The first three days in hospital were bad. I was super tired all the time and I had to lug around this IV which is a lot harder than it looks. Especially cause mine was automated and had all these wires, which is pretty hard to untangle in the dark in the middle of the night in a dengue/just woke up to pee haze. Also, IVs make you want to pee a lot.  I was also woken up by people showing up in my room like 20 times a day/night. Temp, bp, food, taking away food, customer service, food menu, restocking free tea/water, changing IV, consulting doc. It was a lot. I’m so lucky I had Kurt to help me. He came on the 8th and he was familiar with the hospital area since he had visited another PCV when he came for his GRE.  He got to stay on the couch in my hospital room for free the entire time.
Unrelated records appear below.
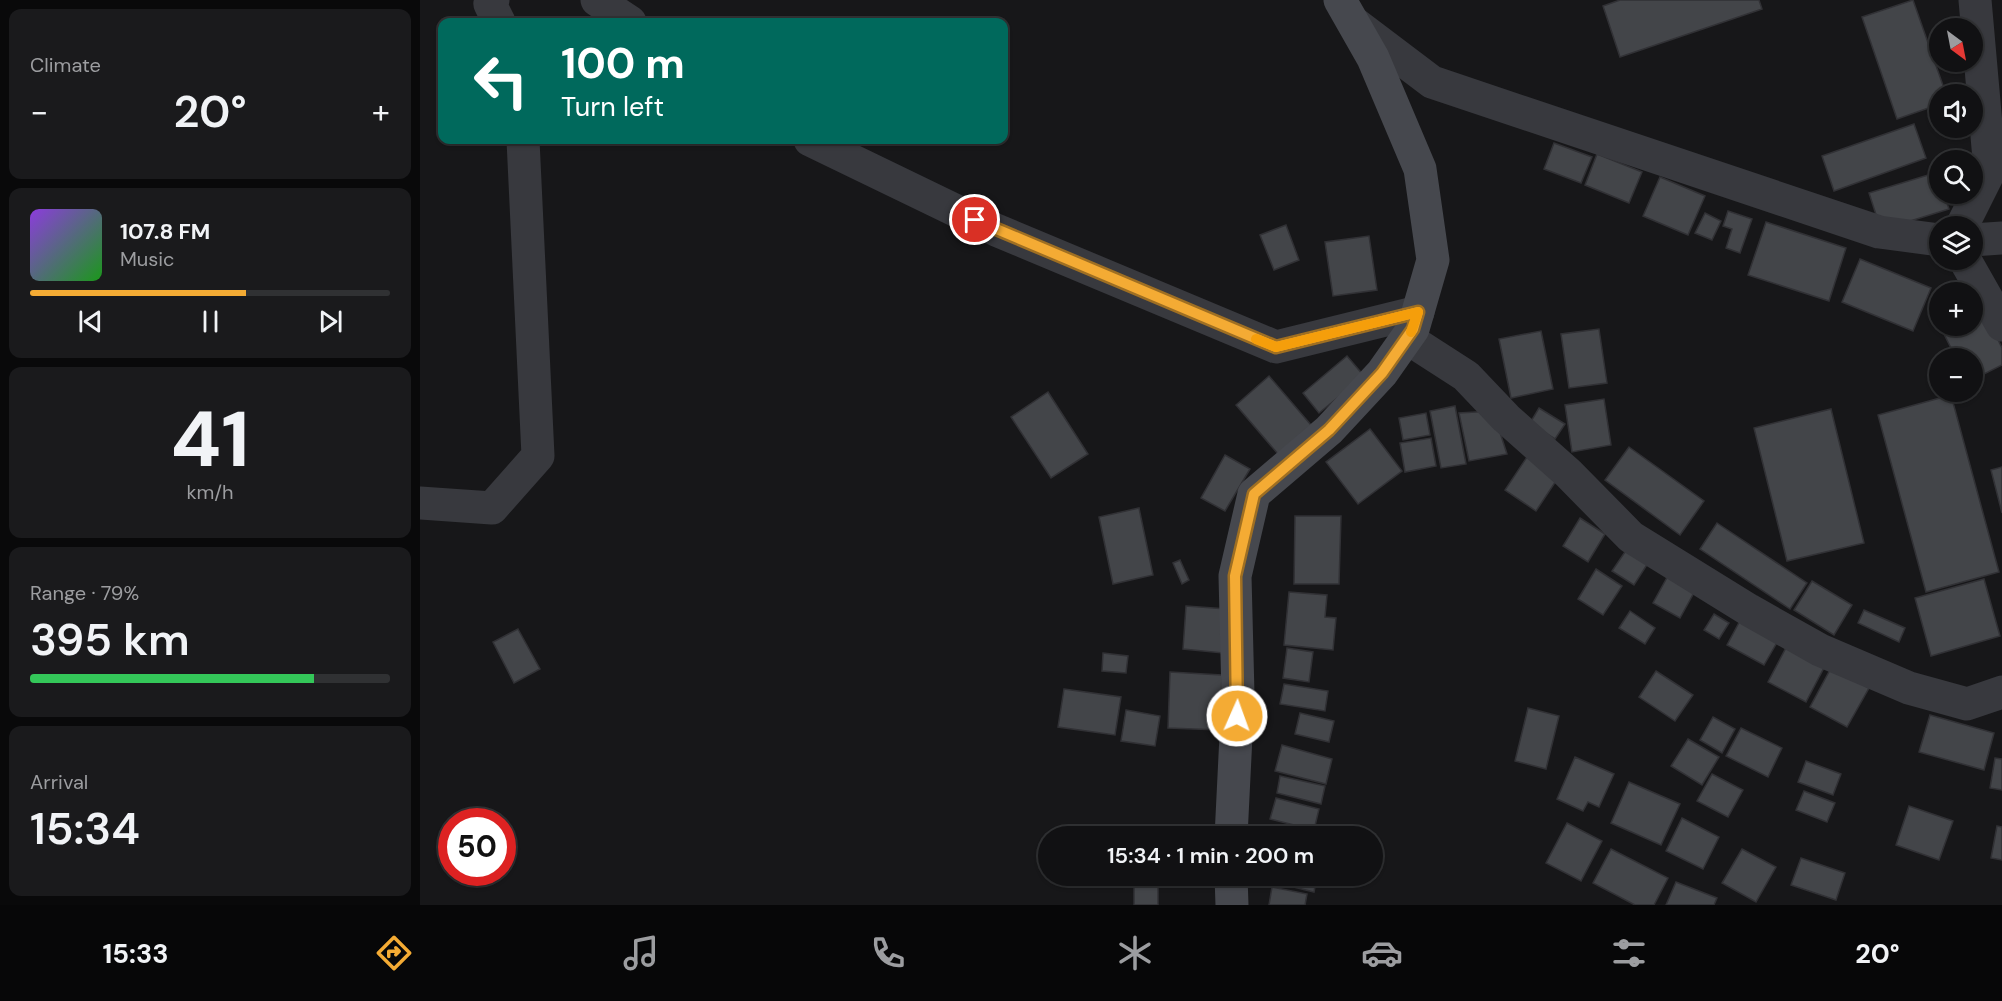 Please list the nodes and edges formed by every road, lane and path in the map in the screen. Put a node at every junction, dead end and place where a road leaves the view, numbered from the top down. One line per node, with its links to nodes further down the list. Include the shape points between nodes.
1 (494, 0): 5 (street, via 490,4)
2 (597, 0): 6 (street)
3 (1975, 0): 9 (street, via 1990,170)
4 (1347, 11): 11 (street, via 1432,82 1879,232); 14 (main road, via 1373,58 1420,170 1433,260)
5 (497, 18)
6 (624, 18)
7 (523, 144): 16 (street, via 538,456 492,508)
8 (818, 144): 14 (street, via 996,230 1276,347)
9 (1967, 216)
10 (2002, 238): 12 (street)
11 (1929, 239)
12 (1983, 239)
13 (1971, 270): 15 (street)
14 (1413, 325): 17 (street, via 1631,537 1820,650 1909,688 1967,704); 18 (main road, via 1382,373 1329,430 1254,494 1235,576 1238,695)
15 (2002, 325)
16 (420, 503)
17 (2002, 692)
18 (1232, 826)
19 (1231, 886): 20 (main road)
20 (1232, 905)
So, what made me feel so bad was my extremely inflamed liver. Apparently, it was so inflamed that they thought I had Hepatitis. Which I didn’t. Dengue is a systemic disease so it mucks up pretty much everything. For a while my platelet count was also plummeting and I almost needed a transfusion, but I began recovering before that was necessary. I think I was probably discharged on the 11th or 12th and moved into the hotel across the street. They wanted to keep me around for blood tests because my liver was still pretty bad, no alcohol or certain medications for a couple months. Also, when I told the doctor I was going to India he sort of didn’t want me to go, but I eventually did go. I think I’ve become a bit more stubborn about things since being in PC.

Over the next couple of days Kurt and I just went around Bangkok. I wanted to get moving so I could begin recuperating for India. Too bad having Dengue left me as weak as a newborn lamb. On the first day we walked around to a park and having walked for 3 or 4 hours I almost fainted . Normally, walking for 3 or 4 hours is no problem. I think I recuperated by watching Brave and eating 7eleven. One of the perks of the hospital was nausea medication, but now that I was out I didn’t have it anymore and heat/tiredness also makes me nauseous. After the park we sort of took it easy. We went to a sweets festival and  dairy festival.  Both had many delicious free samples, but I think we probably had to take 5 different forms of transportation to get to them.  Over the course of 4 or 5 days, Kurt and I took taxis, tuk tuks, boat, public bus, railroad, MRT, BTS,  and walked. Bangkok is pretty awesome. Also, the food is so much better...

By the 16th, my liver function tests were pretty much normal and I was feeling good because, not only was it my birthday, but it was time to fly to INDIA!!! I have pretty much wanted to go to India for the past two years and not even dengue could stop me from going. Also, Kurt gave me an awesome camera to replace the one that broke earlier so expect some crazy pictures soon. At around 3pm, I landed in Delhi dengue free and ready for an adventure.